POSSIBILITY VS PROBABILITY
Possibility is something that COULD occur.
Probability is proportion of times that events will occur in long run.
LOSS
The undesirable end result of risk (a decline in value unexpectedly) or predictable and planned. (depreciation or consumption of resources)
LOSS EXPOSURES
Losses that might occur.
i.e. financial losses from a fire
DIRECT VS INDIRECT LOSSES
Direct are the first or immediate losses that come from an event. (i.e. Home Fire: cost to repair or replace)
Indirect are other expenses that may occur from direct loss. (i.e.
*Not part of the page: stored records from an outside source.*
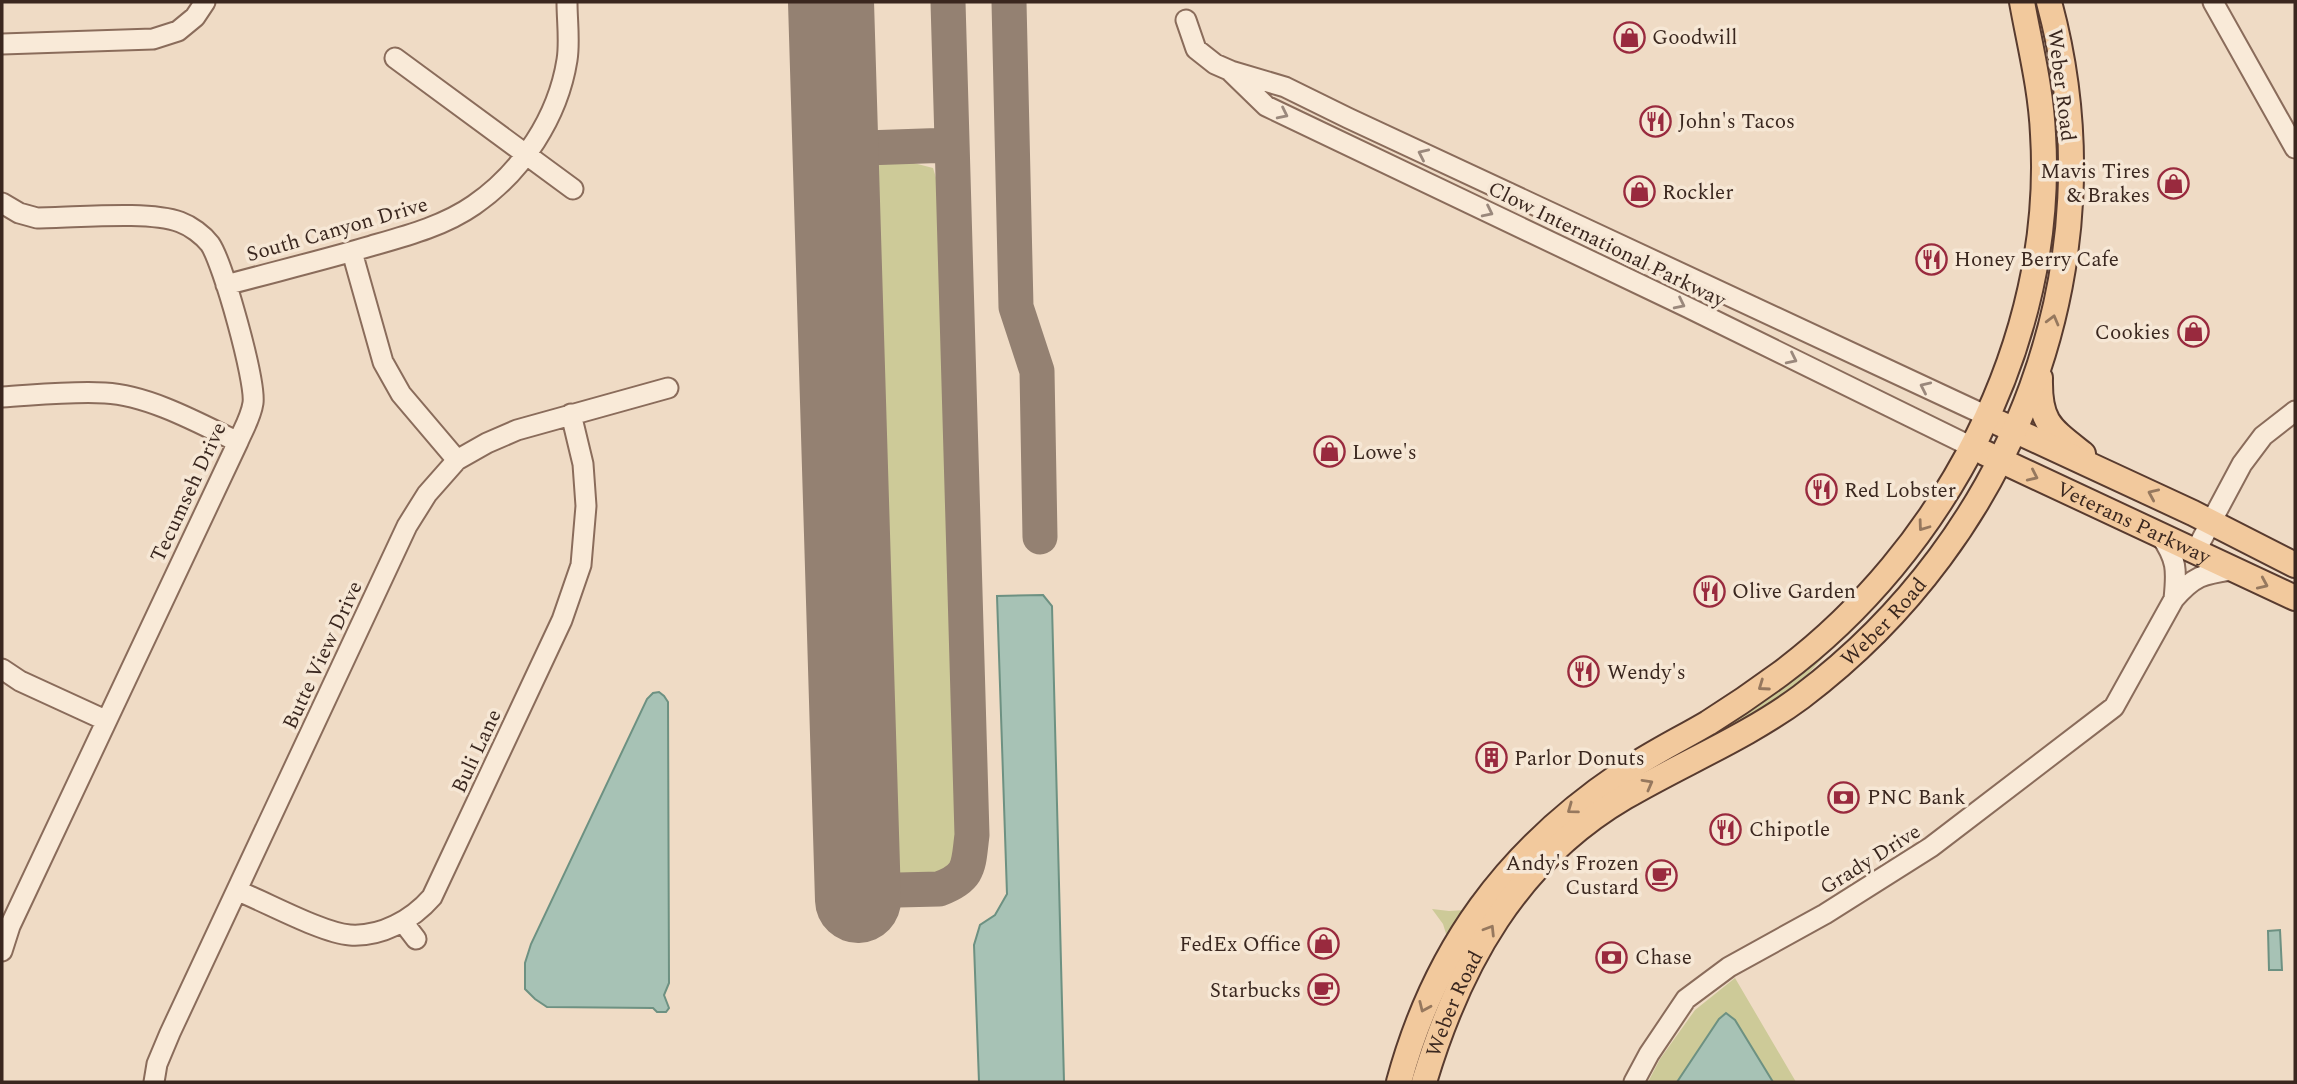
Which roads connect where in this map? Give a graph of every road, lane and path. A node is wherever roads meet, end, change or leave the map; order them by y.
1 (205, 2) edge
2 (567, 2) edge
3 (2022, 2) edge
4 (2049, 2) edge
5 (2213, 2) edge
6 (1186, 20) dead end
7 (2, 44) edge
8 (395, 58) dead end
9 (1230, 72) junction
10 (2295, 148) edge
11 (525, 155) junction
12 (573, 189) dead end
13 (2, 203) edge
14 (352, 251) junction
15 (226, 285) junction
16 (2040, 368) junction
17 (668, 388) dead end
18 (2, 397) edge
19 (2295, 411) edge
20 (571, 414) junction
21 (1987, 416) junction
22 (2014, 430) junction
23 (237, 442) junction
24 (1972, 447) junction
25 (457, 460) junction
26 (1999, 460) junction
27 (2108, 474) junction
28 (2210, 521) junction
29 (2160, 535) junction
30 (2195, 552) junction
31 (2295, 565) edge
32 (2231, 570) junction
33 (2295, 598) edge
34 (2174, 599) junction
35 (2, 669) edge
36 (105, 720) junction
37 (237, 891) junction
38 (402, 922) junction
39 (416, 939) dead end
40 (2, 951) edge
41 (154, 1082) edge
42 (1399, 1082) edge
43 (1424, 1082) edge
44 (1634, 1082) edge

1 - 7 street
2 - 11 street, South Canyon Drive
3 - 21 main road, Weber Road
16 -> 4 main road, Weber Road
5 - 10 street
6 - 9 street, Clow International Parkway
8 - 11 street
21 -> 9 street, Clow International Parkway
9 -> 24 street, Clow International Parkway
11 - 12 street
11 - 14 street, South Canyon Drive
13 - 15 street, Tecumseh Drive
14 - 15 street, South Canyon Drive
14 - 25 street
15 - 23 street, Tecumseh Drive
16 - 22 main road, Weber Road
16 - 27 main road
17 - 20 street, Butte View Drive
18 - 23 street
19 - 28 street
20 - 25 street, Butte View Drive
20 - 38 street, Buli Lane
21 - 22 main road, Veterans Parkway
21 - 24 main road, Weber Road
22 - 26 main road, Weber Road
22 - 27 main road, Veterans Parkway
23 - 36 street, Tecumseh Drive
24 - 26 main road, Veterans Parkway
24 -> 42 main road, Weber Road
25 - 37 street, Butte View Drive
26 -> 29 main road, Veterans Parkway
43 -> 26 main road, Weber Road
28 -> 27 main road, Veterans Parkway
28 - 30 street
28 - 31 main road, Veterans Parkway
29 - 30 main road, Veterans Parkway
29 - 34 street, Grady Drive
30 - 32 main road, Veterans Parkway
32 -> 33 main road, Veterans Parkway
32 - 34 street, Grady Drive
34 - 44 street, Grady Drive
35 - 36 street
36 - 40 street, Tecumseh Drive
37 - 38 street, Buli Lane
37 - 41 street, Butte View Drive
38 - 39 street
Cost for stay in hotel and meals during repair or replace)
UNCERTAINTY
State of mind due to lack of sureness of something.
PERIL
The cause of loss. (i.e. fire, theft, earthquake)
HAZARD
An act or condition that increases the LIKELIHOOD of a loss or increases the severity.
PHYSICAL HAZARD
MORAL HAZARD
ATTITUDINAL HAZARD
Physical conditions like location, structure, occupancy, exposure.
Moral are dishonest tendencies due to client’s weakened financial condition.
Attitudinal is carelessness or indifference at whether or loss occurs.
MEASUREMENT OF RISK
Deductive (a priori) is measured by physical examination.
Inductive is measured by statistical analysis of past loss experience.
LAW OF LARGE NUMBERS
As the size of the sample increases, the actual loss will more closely approximate the probability.
mass-large sample size
homogeneity-similar characteristics
independence-no correlation
FINANCIAL VS NONFINANCIAL RISKS
loss of money vs. emotional or pain & suffering
PARTICULAR VS FUNDAMENTAL RISKS
Particular affect only individual or small group
Fundamental affect large segments of society at one time
STATIC VS DYNAMIC RISKS
Static are independent of society or the economy.
Dynamic result directly from changes in society or economy.